■ What the exercise asks:
Among the lines of the records below, copy those that hold the word "Write".

——

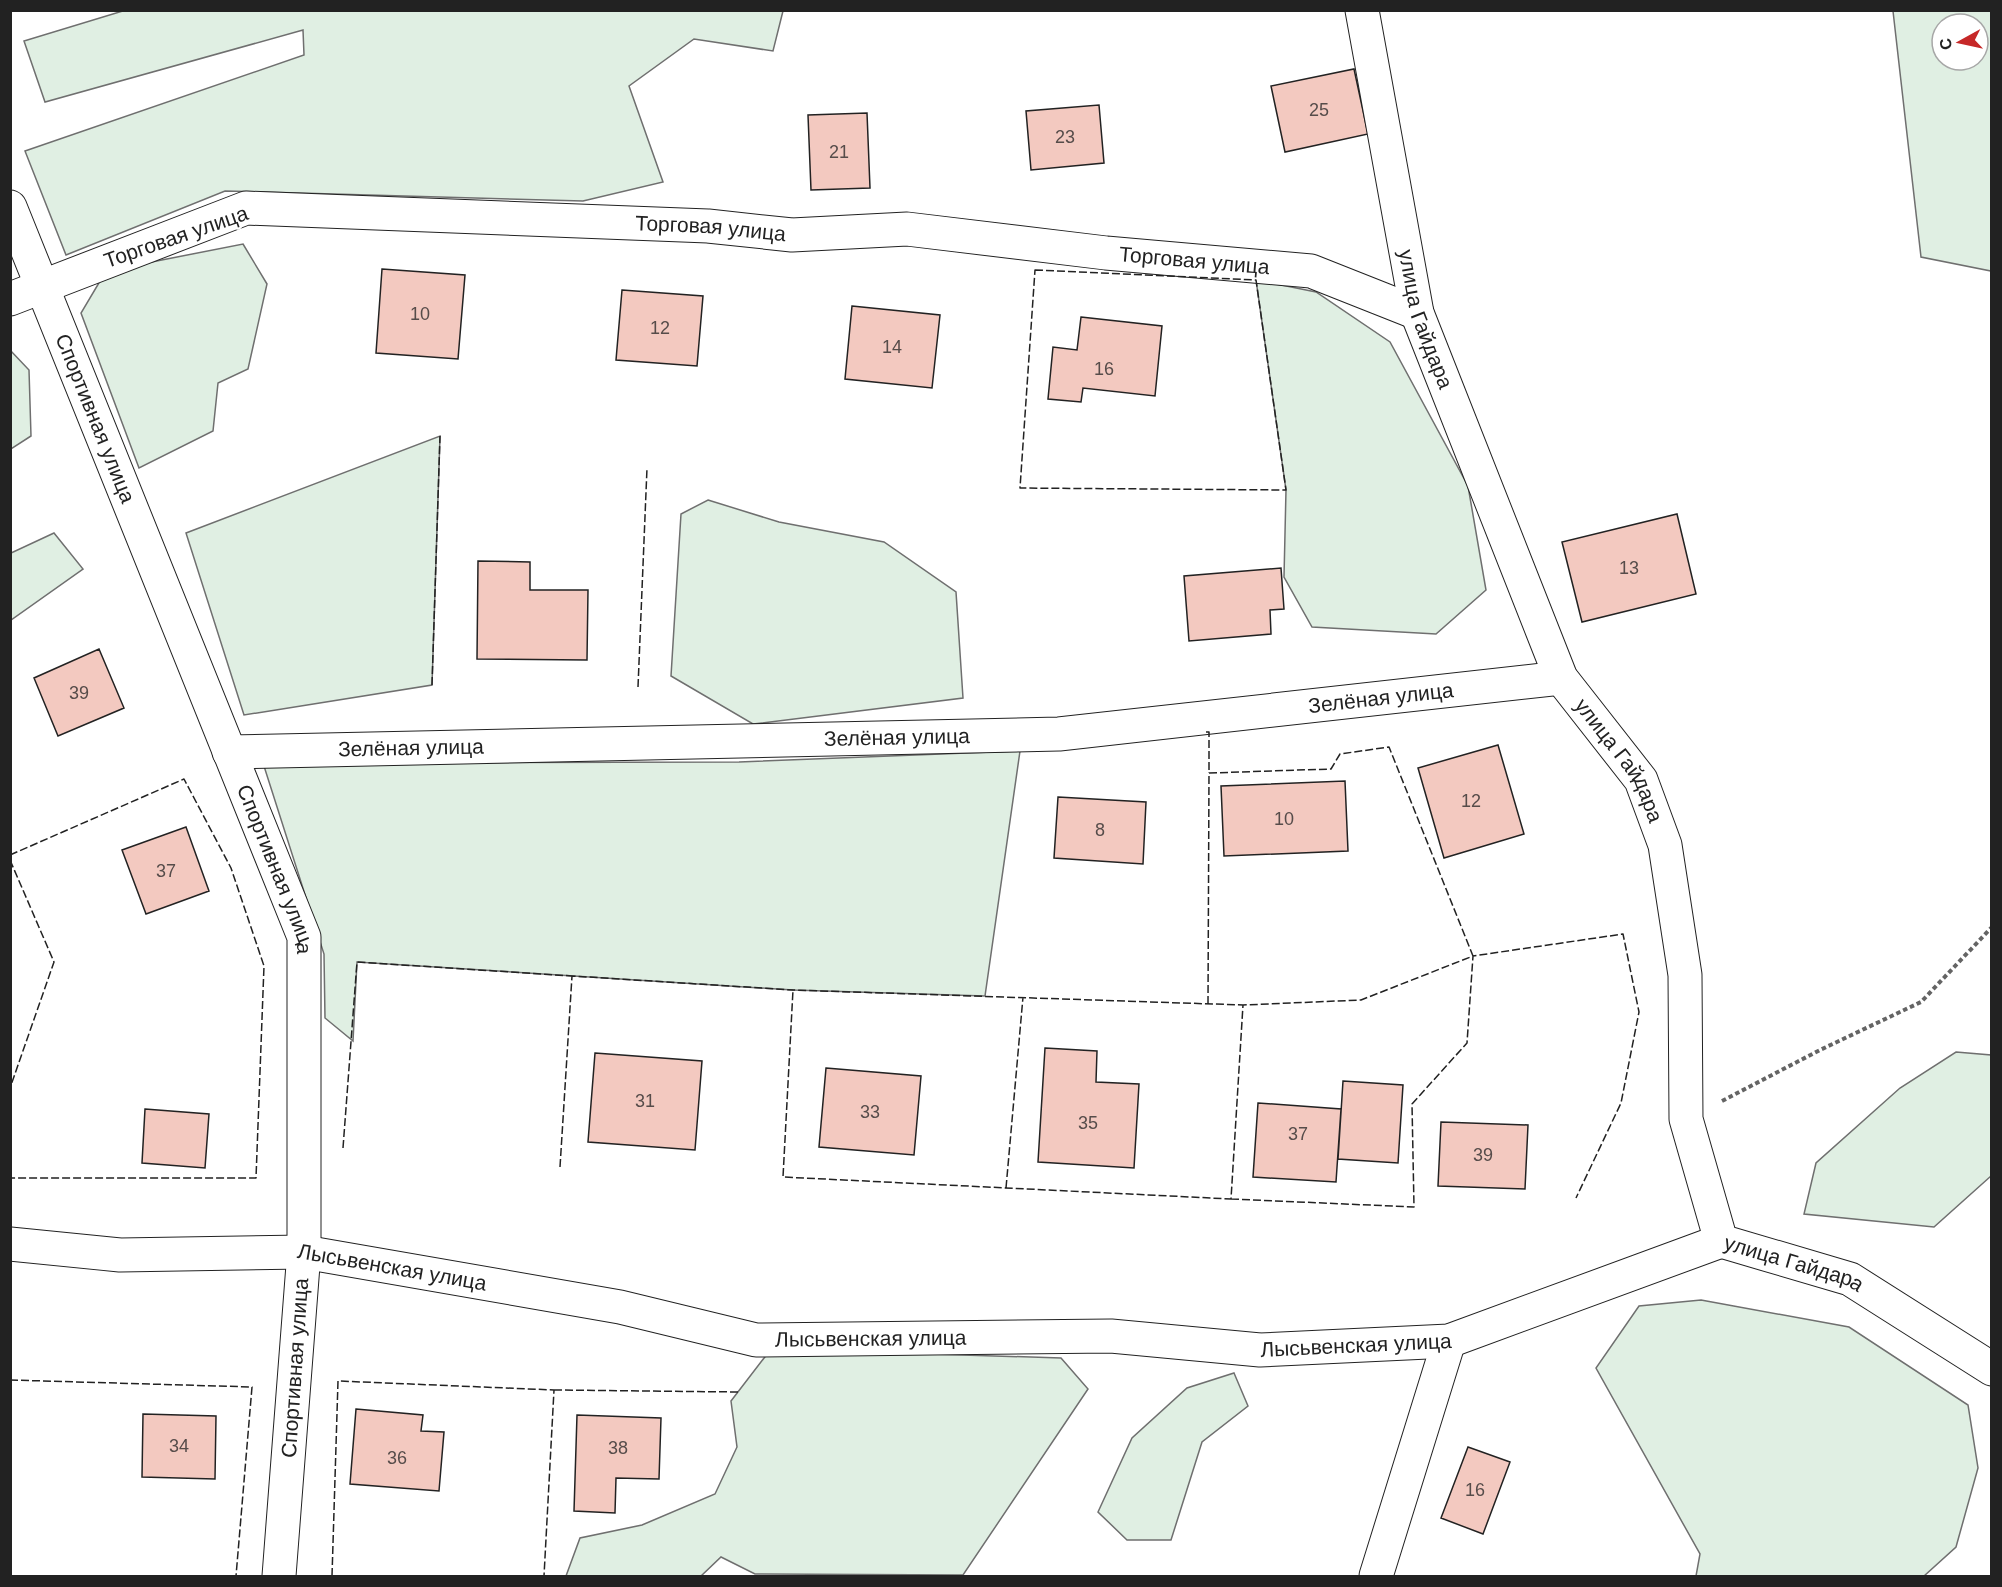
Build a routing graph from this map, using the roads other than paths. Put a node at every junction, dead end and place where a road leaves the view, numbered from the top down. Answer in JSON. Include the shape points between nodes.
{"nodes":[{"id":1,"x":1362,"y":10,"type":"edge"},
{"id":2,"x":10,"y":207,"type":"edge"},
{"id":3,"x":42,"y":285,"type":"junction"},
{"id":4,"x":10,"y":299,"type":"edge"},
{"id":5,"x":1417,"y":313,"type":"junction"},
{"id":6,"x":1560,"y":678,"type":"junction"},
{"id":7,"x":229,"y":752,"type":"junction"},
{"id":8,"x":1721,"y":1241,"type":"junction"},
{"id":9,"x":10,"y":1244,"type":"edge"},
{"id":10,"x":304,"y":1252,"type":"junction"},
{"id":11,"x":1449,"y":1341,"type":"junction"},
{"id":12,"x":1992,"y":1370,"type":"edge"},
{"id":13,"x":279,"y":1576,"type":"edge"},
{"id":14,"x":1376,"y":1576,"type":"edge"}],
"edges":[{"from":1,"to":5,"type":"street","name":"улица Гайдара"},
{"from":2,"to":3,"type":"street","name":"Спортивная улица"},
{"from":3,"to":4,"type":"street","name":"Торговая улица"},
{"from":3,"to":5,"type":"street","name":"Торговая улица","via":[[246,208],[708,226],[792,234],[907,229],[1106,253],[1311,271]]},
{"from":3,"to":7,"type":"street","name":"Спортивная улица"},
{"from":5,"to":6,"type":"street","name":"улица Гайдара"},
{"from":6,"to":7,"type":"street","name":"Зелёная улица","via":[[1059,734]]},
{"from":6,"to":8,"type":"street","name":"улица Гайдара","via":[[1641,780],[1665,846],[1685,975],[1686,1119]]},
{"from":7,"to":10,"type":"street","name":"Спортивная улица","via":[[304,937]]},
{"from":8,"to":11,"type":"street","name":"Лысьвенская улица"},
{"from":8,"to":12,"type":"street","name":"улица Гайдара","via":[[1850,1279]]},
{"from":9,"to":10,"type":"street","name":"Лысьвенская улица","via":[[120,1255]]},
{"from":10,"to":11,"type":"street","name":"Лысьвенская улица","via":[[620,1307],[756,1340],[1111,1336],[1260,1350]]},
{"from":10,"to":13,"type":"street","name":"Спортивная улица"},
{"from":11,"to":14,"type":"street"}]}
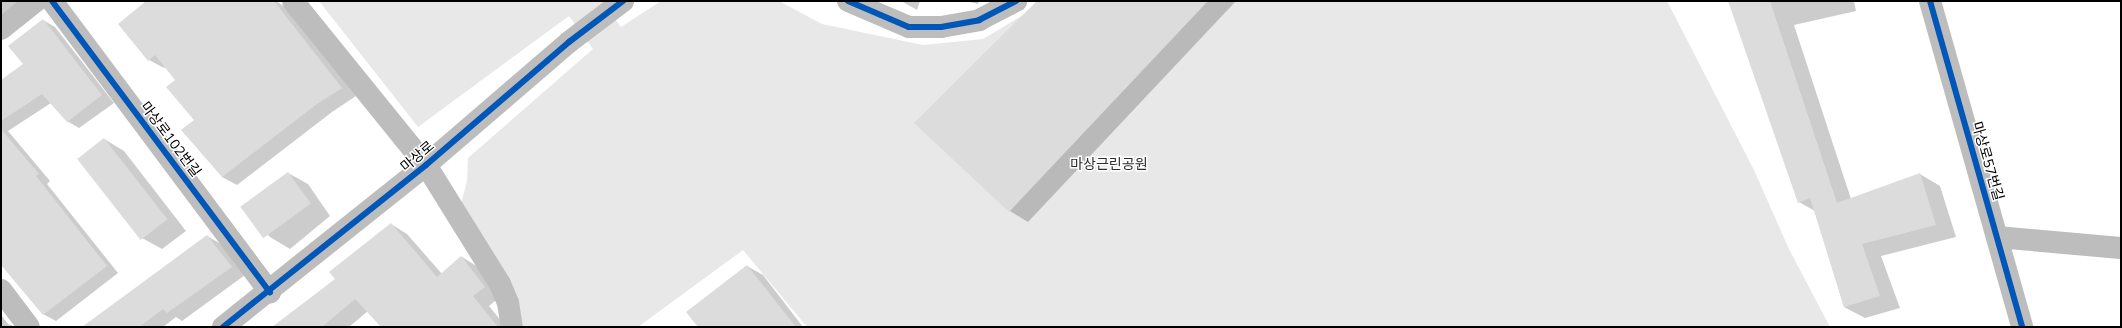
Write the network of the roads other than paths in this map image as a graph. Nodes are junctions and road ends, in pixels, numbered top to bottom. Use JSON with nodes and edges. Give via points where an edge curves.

——

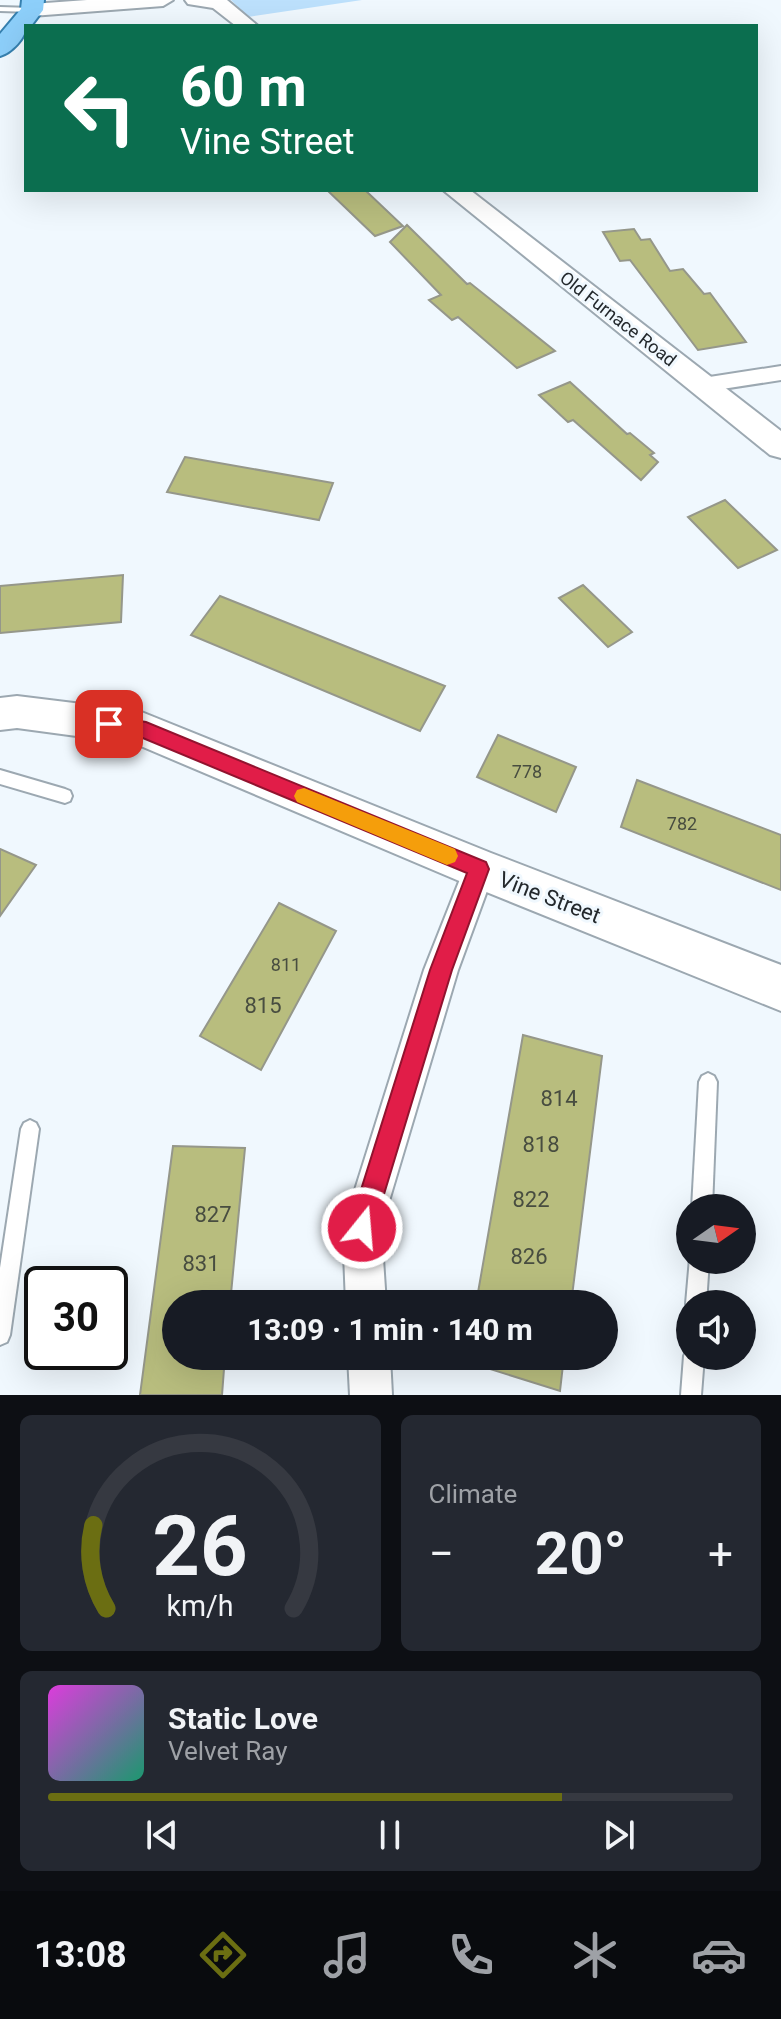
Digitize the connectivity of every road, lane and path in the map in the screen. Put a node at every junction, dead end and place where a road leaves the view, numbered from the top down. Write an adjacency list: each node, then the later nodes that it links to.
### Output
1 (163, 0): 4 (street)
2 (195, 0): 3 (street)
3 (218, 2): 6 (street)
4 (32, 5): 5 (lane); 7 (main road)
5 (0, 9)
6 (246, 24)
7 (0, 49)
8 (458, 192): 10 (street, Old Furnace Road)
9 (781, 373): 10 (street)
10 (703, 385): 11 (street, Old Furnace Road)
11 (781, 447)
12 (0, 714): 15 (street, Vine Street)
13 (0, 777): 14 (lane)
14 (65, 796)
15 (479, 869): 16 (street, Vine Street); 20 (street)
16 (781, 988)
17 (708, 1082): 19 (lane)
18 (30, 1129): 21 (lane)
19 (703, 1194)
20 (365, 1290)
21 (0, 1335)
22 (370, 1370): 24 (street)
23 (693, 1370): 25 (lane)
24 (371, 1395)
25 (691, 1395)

——

■ Expected output:
Write the network of the roads other than paths in this map image as a graph. Nodes are junctions and road ends, in pixels, numbered top to bottom. Use JSON with nodes and edges. Give via points where an edge curves.
Digitize the connectivity of every road, lane and path in the map in the screen. Put a node at every junction, dead end and place where a road leaves the view, numbered from the top down. Write an adjacency list: each node, then the later nodes that it links to.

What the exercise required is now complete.